RECORDS TO USE below:

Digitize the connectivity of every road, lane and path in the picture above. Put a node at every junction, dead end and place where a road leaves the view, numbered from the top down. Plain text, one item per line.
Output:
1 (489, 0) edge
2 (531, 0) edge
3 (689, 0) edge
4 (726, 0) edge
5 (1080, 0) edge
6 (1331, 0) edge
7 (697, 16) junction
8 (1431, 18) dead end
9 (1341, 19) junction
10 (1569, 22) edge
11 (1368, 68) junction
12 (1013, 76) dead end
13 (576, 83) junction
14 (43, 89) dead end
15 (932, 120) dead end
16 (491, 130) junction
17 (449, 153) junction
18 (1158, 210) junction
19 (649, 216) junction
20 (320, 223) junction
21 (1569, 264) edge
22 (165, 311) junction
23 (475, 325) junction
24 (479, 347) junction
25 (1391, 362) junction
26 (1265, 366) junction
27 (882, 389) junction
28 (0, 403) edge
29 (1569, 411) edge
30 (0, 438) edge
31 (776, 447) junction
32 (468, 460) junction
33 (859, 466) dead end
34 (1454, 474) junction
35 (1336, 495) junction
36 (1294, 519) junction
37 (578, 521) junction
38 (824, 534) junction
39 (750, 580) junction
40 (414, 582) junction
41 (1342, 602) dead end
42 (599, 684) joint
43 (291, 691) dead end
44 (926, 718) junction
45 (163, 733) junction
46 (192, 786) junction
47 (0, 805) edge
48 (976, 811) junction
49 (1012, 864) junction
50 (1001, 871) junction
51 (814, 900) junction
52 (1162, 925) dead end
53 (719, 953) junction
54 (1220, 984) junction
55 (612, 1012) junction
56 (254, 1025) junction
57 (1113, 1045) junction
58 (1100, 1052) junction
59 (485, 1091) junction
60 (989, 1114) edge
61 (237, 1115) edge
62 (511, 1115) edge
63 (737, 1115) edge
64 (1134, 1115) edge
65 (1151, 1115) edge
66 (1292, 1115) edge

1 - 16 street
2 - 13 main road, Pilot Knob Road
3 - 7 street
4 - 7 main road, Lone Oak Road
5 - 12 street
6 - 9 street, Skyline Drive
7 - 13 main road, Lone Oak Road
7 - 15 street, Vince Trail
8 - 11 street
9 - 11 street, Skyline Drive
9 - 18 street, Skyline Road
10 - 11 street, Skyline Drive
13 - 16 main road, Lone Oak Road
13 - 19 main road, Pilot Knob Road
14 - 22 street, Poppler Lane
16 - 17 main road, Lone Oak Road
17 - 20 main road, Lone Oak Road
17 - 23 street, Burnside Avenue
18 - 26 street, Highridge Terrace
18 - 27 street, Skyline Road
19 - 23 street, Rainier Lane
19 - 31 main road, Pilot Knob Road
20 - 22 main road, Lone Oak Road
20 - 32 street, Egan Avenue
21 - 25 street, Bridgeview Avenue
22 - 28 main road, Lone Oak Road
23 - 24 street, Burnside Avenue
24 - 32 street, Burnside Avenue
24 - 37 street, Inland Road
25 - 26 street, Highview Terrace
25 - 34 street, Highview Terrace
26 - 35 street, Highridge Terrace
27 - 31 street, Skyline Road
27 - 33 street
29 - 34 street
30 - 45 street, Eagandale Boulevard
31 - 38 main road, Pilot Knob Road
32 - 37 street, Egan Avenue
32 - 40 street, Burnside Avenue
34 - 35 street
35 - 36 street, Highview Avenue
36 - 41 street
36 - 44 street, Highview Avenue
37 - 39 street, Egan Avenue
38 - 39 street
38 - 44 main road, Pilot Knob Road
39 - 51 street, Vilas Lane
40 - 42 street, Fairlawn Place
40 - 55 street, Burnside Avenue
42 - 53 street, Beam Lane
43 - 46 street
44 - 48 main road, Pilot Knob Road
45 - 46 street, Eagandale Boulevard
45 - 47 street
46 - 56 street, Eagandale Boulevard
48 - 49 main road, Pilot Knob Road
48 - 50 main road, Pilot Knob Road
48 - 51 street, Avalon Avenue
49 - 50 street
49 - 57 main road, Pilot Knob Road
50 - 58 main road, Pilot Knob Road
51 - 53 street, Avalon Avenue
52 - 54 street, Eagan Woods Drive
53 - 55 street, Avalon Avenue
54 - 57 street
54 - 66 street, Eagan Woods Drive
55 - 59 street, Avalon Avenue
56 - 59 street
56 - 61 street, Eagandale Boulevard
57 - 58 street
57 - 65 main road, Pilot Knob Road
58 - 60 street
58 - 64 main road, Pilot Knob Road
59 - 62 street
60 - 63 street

End of RECORDS TO USE.

This exercise requires the entries above to be restated exactly.

Digitize the connectivity of every road, lane and path in the picture above. Put a node at every junction, dead end and place where a road leaves the view, numbered from the top down. Plain text, one item per line.
Output:
1 (489, 0) edge
2 (531, 0) edge
3 (689, 0) edge
4 (726, 0) edge
5 (1080, 0) edge
6 (1331, 0) edge
7 (697, 16) junction
8 (1431, 18) dead end
9 (1341, 19) junction
10 (1569, 22) edge
11 (1368, 68) junction
12 (1013, 76) dead end
13 (576, 83) junction
14 (43, 89) dead end
15 (932, 120) dead end
16 (491, 130) junction
17 (449, 153) junction
18 (1158, 210) junction
19 (649, 216) junction
20 (320, 223) junction
21 (1569, 264) edge
22 (165, 311) junction
23 (475, 325) junction
24 (479, 347) junction
25 (1391, 362) junction
26 (1265, 366) junction
27 (882, 389) junction
28 (0, 403) edge
29 (1569, 411) edge
30 (0, 438) edge
31 (776, 447) junction
32 (468, 460) junction
33 (859, 466) dead end
34 (1454, 474) junction
35 (1336, 495) junction
36 (1294, 519) junction
37 (578, 521) junction
38 (824, 534) junction
39 (750, 580) junction
40 (414, 582) junction
41 (1342, 602) dead end
42 (599, 684) joint
43 (291, 691) dead end
44 (926, 718) junction
45 (163, 733) junction
46 (192, 786) junction
47 (0, 805) edge
48 (976, 811) junction
49 (1012, 864) junction
50 (1001, 871) junction
51 (814, 900) junction
52 (1162, 925) dead end
53 (719, 953) junction
54 (1220, 984) junction
55 (612, 1012) junction
56 (254, 1025) junction
57 (1113, 1045) junction
58 (1100, 1052) junction
59 (485, 1091) junction
60 (989, 1114) edge
61 (237, 1115) edge
62 (511, 1115) edge
63 (737, 1115) edge
64 (1134, 1115) edge
65 (1151, 1115) edge
66 (1292, 1115) edge

1 - 16 street
2 - 13 main road, Pilot Knob Road
3 - 7 street
4 - 7 main road, Lone Oak Road
5 - 12 street
6 - 9 street, Skyline Drive
7 - 13 main road, Lone Oak Road
7 - 15 street, Vince Trail
8 - 11 street
9 - 11 street, Skyline Drive
9 - 18 street, Skyline Road
10 - 11 street, Skyline Drive
13 - 16 main road, Lone Oak Road
13 - 19 main road, Pilot Knob Road
14 - 22 street, Poppler Lane
16 - 17 main road, Lone Oak Road
17 - 20 main road, Lone Oak Road
17 - 23 street, Burnside Avenue
18 - 26 street, Highridge Terrace
18 - 27 street, Skyline Road
19 - 23 street, Rainier Lane
19 - 31 main road, Pilot Knob Road
20 - 22 main road, Lone Oak Road
20 - 32 street, Egan Avenue
21 - 25 street, Bridgeview Avenue
22 - 28 main road, Lone Oak Road
23 - 24 street, Burnside Avenue
24 - 32 street, Burnside Avenue
24 - 37 street, Inland Road
25 - 26 street, Highview Terrace
25 - 34 street, Highview Terrace
26 - 35 street, Highridge Terrace
27 - 31 street, Skyline Road
27 - 33 street
29 - 34 street
30 - 45 street, Eagandale Boulevard
31 - 38 main road, Pilot Knob Road
32 - 37 street, Egan Avenue
32 - 40 street, Burnside Avenue
34 - 35 street
35 - 36 street, Highview Avenue
36 - 41 street
36 - 44 street, Highview Avenue
37 - 39 street, Egan Avenue
38 - 39 street
38 - 44 main road, Pilot Knob Road
39 - 51 street, Vilas Lane
40 - 42 street, Fairlawn Place
40 - 55 street, Burnside Avenue
42 - 53 street, Beam Lane
43 - 46 street
44 - 48 main road, Pilot Knob Road
45 - 46 street, Eagandale Boulevard
45 - 47 street
46 - 56 street, Eagandale Boulevard
48 - 49 main road, Pilot Knob Road
48 - 50 main road, Pilot Knob Road
48 - 51 street, Avalon Avenue
49 - 50 street
49 - 57 main road, Pilot Knob Road
50 - 58 main road, Pilot Knob Road
51 - 53 street, Avalon Avenue
52 - 54 street, Eagan Woods Drive
53 - 55 street, Avalon Avenue
54 - 57 street
54 - 66 street, Eagan Woods Drive
55 - 59 street, Avalon Avenue
56 - 59 street
56 - 61 street, Eagandale Boulevard
57 - 58 street
57 - 65 main road, Pilot Knob Road
58 - 60 street
58 - 64 main road, Pilot Knob Road
59 - 62 street
60 - 63 street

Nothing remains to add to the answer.